Re: Allow logical replication to copy tables in binary format

From: "Euler Taveira" <euler(at)eulerto(dot)com>
To: "Melih Mutlu" <m(dot)melihmutlu(at)gmail(dot)com>, pgsql-hackers <pgsql-hackers(at)postgresql(dot)org>
Subject: Re: Allow logical replication to copy tables in binary format
Date: 2022-08-11 02:03:04
Message-ID: 2ebc7ea8-3c46-474e-aea7-5d73ff6165fb@www.fastmail.com
Views: Raw Message | Whole Thread | Download mbox | Resend email
Thread:
Lists: pgsql-hackers

On Wed, Aug 10, 2022, at 12:03 PM, Melih Mutlu wrote:
> I see that logical replication subscriptions have an option to enable binary [1].
> When it's enabled, subscription requests publisher to send data in binary format.
> But this is only the case for apply phase. In tablesync, tables are still copied as text.
This option could have been included in the commit 9de77b54531; it wasn't.
Maybe it wasn't considered because the initial table synchronization can be a
separate step in your logical replication setup idk. I agree that the binary
option should be available for the initial table synchronization.

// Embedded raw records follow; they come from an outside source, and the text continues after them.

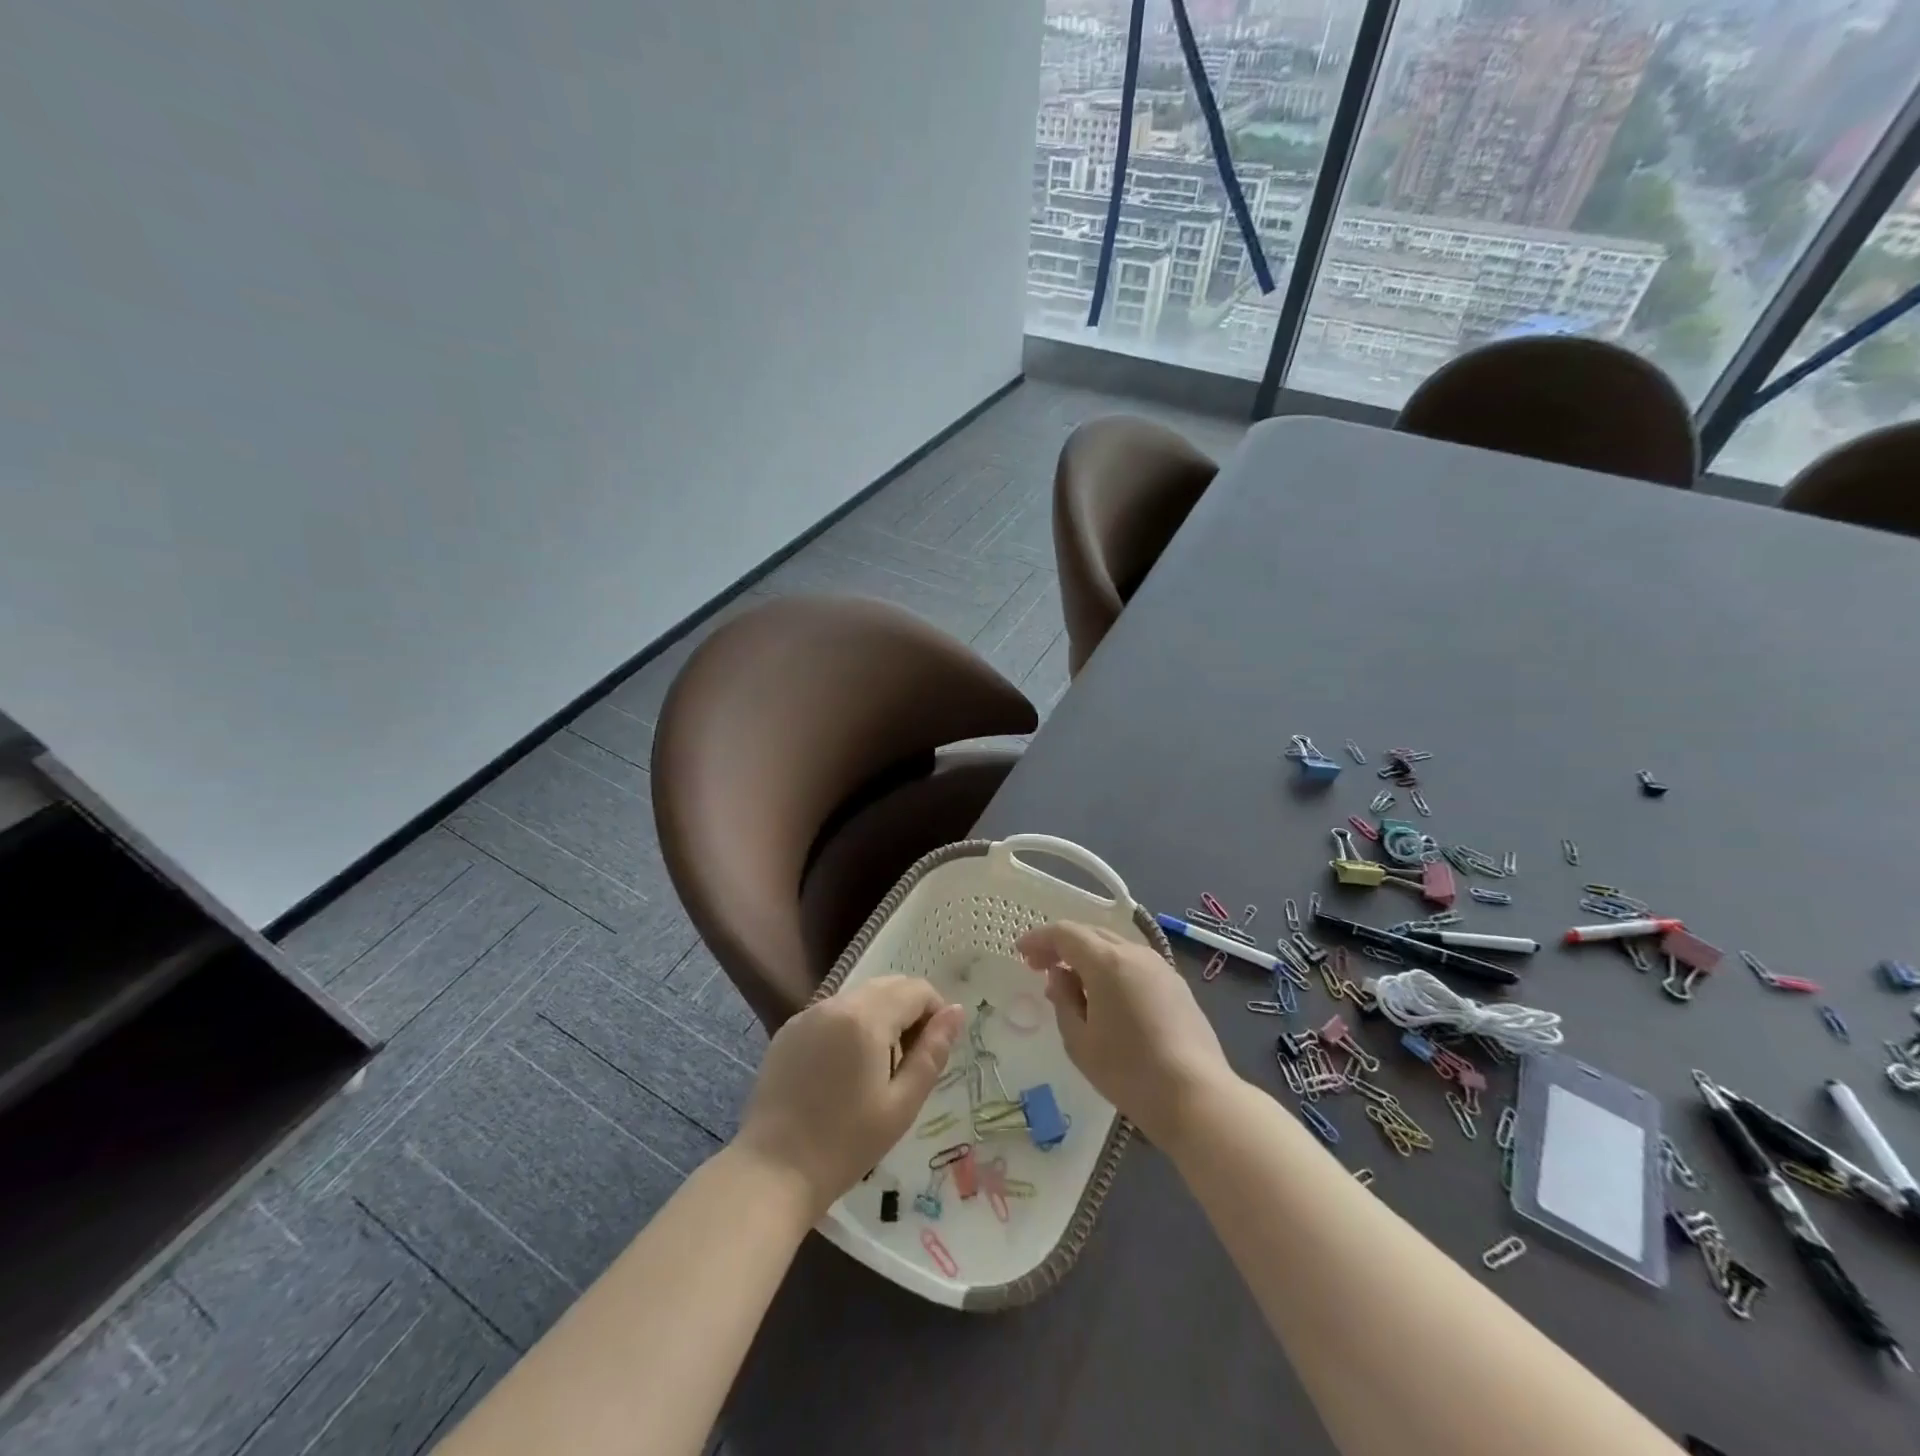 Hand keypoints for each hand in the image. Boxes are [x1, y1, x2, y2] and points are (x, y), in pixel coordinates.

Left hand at [734, 977, 965, 1219]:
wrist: (773, 1172)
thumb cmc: (845, 1144)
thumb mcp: (902, 1104)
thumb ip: (933, 1052)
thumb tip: (957, 1011)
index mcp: (866, 1017)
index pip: (916, 990)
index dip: (935, 1013)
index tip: (932, 1053)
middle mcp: (836, 1003)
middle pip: (888, 987)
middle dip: (908, 1014)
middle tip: (908, 1065)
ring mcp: (808, 1014)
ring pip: (860, 999)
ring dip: (880, 1020)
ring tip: (876, 1072)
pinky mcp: (788, 1031)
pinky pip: (832, 1014)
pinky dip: (849, 1028)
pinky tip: (842, 1074)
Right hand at [1017, 921, 1234, 1147]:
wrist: (1196, 1096)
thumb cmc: (1128, 1071)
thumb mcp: (1079, 1041)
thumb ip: (1063, 1000)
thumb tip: (1060, 976)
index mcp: (1107, 961)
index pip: (1065, 933)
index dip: (1039, 939)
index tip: (1021, 954)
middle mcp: (1134, 953)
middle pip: (1091, 934)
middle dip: (1062, 946)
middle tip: (1040, 967)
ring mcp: (1160, 967)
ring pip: (1115, 947)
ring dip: (1088, 957)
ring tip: (1072, 984)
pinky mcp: (1177, 985)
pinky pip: (1134, 964)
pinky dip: (1112, 969)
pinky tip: (1106, 996) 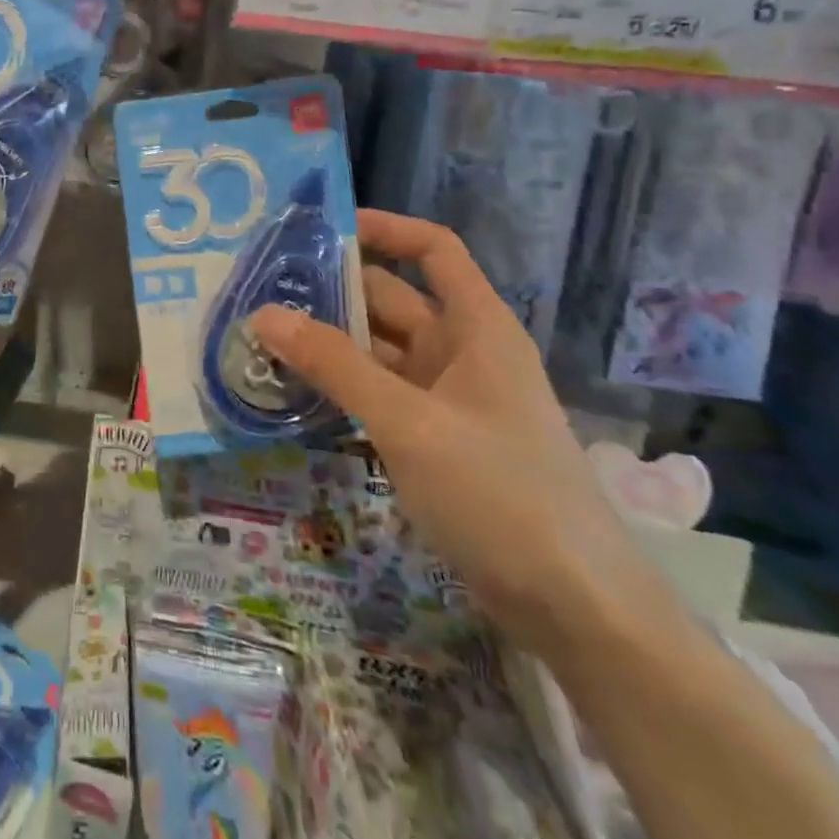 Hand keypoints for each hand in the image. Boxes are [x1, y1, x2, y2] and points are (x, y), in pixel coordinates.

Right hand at [253, 211, 659, 659]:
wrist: (577, 610)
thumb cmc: (500, 494)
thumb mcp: (409, 423)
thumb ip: (335, 366)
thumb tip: (264, 314)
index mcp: (476, 327)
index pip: (432, 250)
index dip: (383, 229)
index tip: (319, 230)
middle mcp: (462, 351)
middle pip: (391, 300)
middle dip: (331, 292)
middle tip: (260, 290)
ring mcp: (447, 398)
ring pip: (378, 351)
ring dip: (327, 343)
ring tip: (261, 338)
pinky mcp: (433, 440)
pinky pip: (377, 394)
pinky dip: (339, 387)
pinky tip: (292, 391) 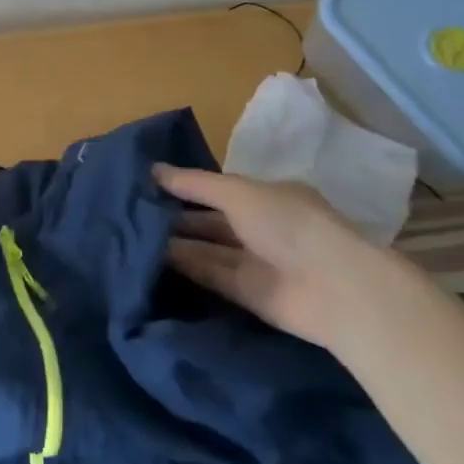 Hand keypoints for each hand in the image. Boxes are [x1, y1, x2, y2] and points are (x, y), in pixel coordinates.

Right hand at [154, 164, 406, 349]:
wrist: (333, 288)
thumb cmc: (288, 223)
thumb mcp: (237, 191)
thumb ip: (194, 183)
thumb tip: (152, 170)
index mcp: (266, 196)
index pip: (217, 189)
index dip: (185, 186)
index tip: (145, 184)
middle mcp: (261, 227)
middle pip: (210, 220)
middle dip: (176, 216)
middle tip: (130, 212)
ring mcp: (255, 261)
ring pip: (207, 248)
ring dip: (175, 243)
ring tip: (133, 235)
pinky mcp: (247, 294)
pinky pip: (210, 275)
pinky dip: (185, 267)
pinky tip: (151, 259) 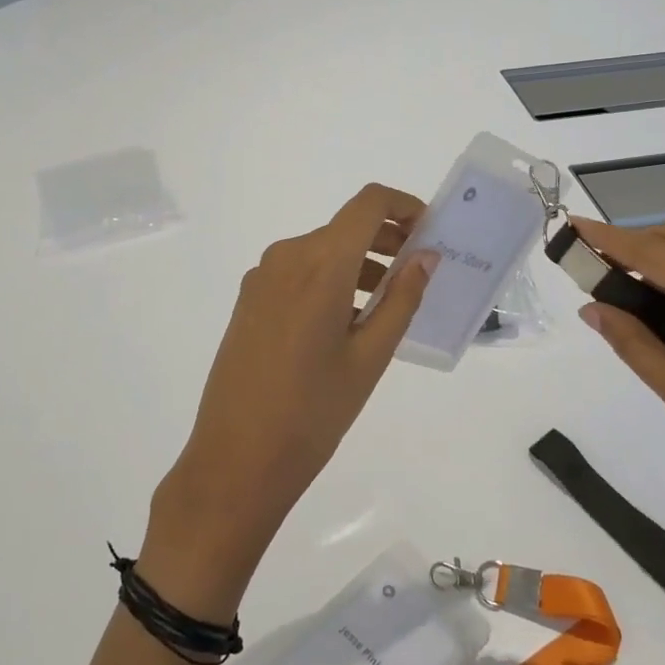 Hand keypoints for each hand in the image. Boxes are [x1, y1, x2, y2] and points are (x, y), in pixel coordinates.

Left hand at [139, 184, 437, 618]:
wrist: (234, 462)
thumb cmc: (313, 413)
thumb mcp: (370, 357)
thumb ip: (402, 298)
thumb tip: (427, 256)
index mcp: (320, 264)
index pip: (368, 203)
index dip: (405, 206)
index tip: (431, 231)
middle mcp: (286, 257)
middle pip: (345, 226)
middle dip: (387, 238)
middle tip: (420, 270)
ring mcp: (262, 278)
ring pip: (322, 250)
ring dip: (360, 262)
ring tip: (389, 303)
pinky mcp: (249, 300)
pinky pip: (299, 272)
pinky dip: (331, 279)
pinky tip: (347, 320) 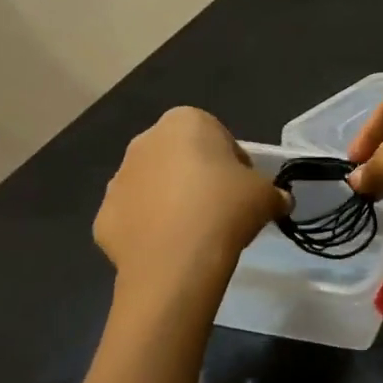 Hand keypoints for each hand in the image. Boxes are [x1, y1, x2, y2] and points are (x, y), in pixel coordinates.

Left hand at [94, 107, 284, 279]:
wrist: (176, 260)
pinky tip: (172, 250)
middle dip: (198, 179)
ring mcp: (118, 179)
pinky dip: (151, 230)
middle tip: (222, 211)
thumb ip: (274, 192)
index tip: (244, 191)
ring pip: (154, 187)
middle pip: (181, 158)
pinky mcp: (103, 216)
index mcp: (185, 122)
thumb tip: (279, 200)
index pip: (218, 137)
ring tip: (196, 234)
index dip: (235, 164)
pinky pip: (136, 218)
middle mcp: (145, 141)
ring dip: (172, 202)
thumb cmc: (225, 209)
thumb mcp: (267, 196) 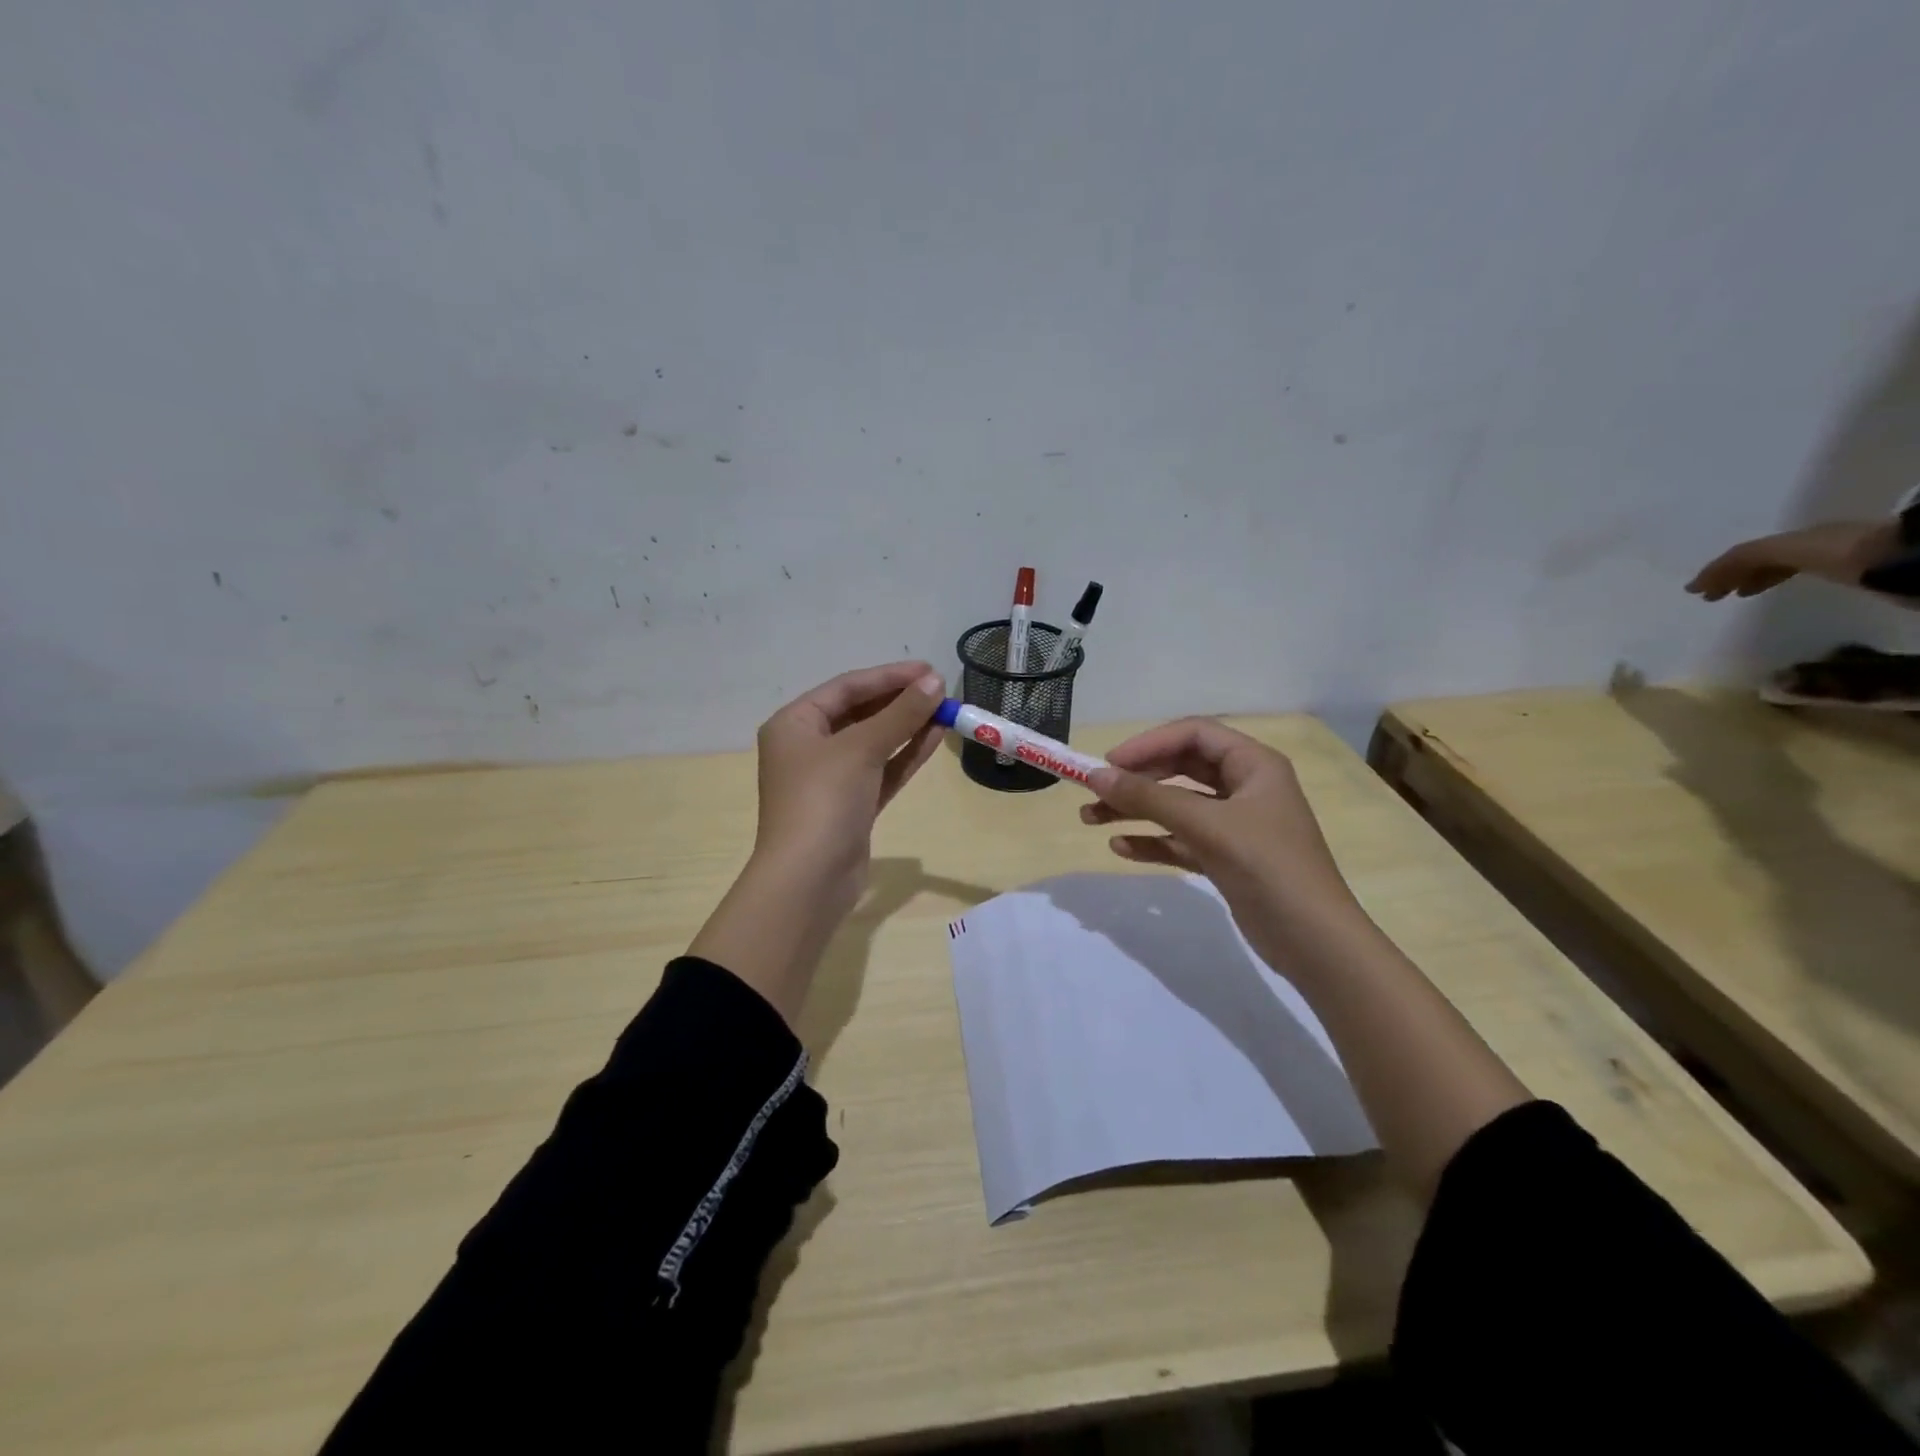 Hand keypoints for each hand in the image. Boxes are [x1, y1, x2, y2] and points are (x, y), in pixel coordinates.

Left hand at [752, 660, 945, 908]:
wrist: (808, 880)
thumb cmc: (823, 801)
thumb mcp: (861, 749)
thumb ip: (900, 714)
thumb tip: (936, 681)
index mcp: (794, 724)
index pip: (847, 688)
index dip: (889, 677)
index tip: (929, 670)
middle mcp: (808, 747)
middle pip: (860, 713)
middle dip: (900, 701)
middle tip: (941, 689)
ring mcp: (829, 778)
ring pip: (874, 742)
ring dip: (907, 726)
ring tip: (945, 710)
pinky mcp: (850, 805)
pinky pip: (881, 770)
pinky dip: (905, 754)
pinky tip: (935, 737)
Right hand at [1080, 717, 1361, 963]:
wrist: (1315, 943)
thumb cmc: (1268, 867)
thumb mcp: (1207, 826)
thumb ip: (1149, 799)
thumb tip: (1095, 776)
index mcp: (1254, 764)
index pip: (1193, 735)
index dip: (1148, 744)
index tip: (1108, 764)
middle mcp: (1245, 787)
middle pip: (1180, 768)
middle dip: (1136, 779)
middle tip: (1094, 791)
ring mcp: (1235, 824)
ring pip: (1176, 805)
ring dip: (1136, 810)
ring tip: (1091, 818)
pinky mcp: (1226, 858)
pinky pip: (1181, 839)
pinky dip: (1152, 841)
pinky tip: (1121, 847)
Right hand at [1686, 521, 1894, 600]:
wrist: (1911, 557)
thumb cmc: (1845, 552)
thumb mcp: (1790, 550)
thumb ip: (1746, 558)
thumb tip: (1699, 579)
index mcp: (1794, 537)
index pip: (1746, 552)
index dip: (1717, 570)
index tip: (1693, 590)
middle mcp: (1809, 542)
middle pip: (1763, 557)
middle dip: (1732, 574)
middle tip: (1709, 596)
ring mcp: (1833, 556)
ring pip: (1781, 566)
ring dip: (1753, 579)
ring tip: (1736, 595)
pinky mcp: (1851, 572)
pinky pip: (1799, 574)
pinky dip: (1776, 581)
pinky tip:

> To copy tables, COPY command is used and that command supports copying in binary. So it seemed to me possible to copy in binary for tablesync too.
> I'm not sure if there is a reason to always copy tables in text format. But I couldn't see why not to do it in binary if it's enabled.
The reason to use text format is that it is error prone. There are restrictions
while using the binary format. For example, if your schema has different data
types for a certain column, the copy will fail. Even with such restrictions, I
think it is worth adding it.

> You can find the small patch that only enables binary copy attached.
I have a few points about your implementation.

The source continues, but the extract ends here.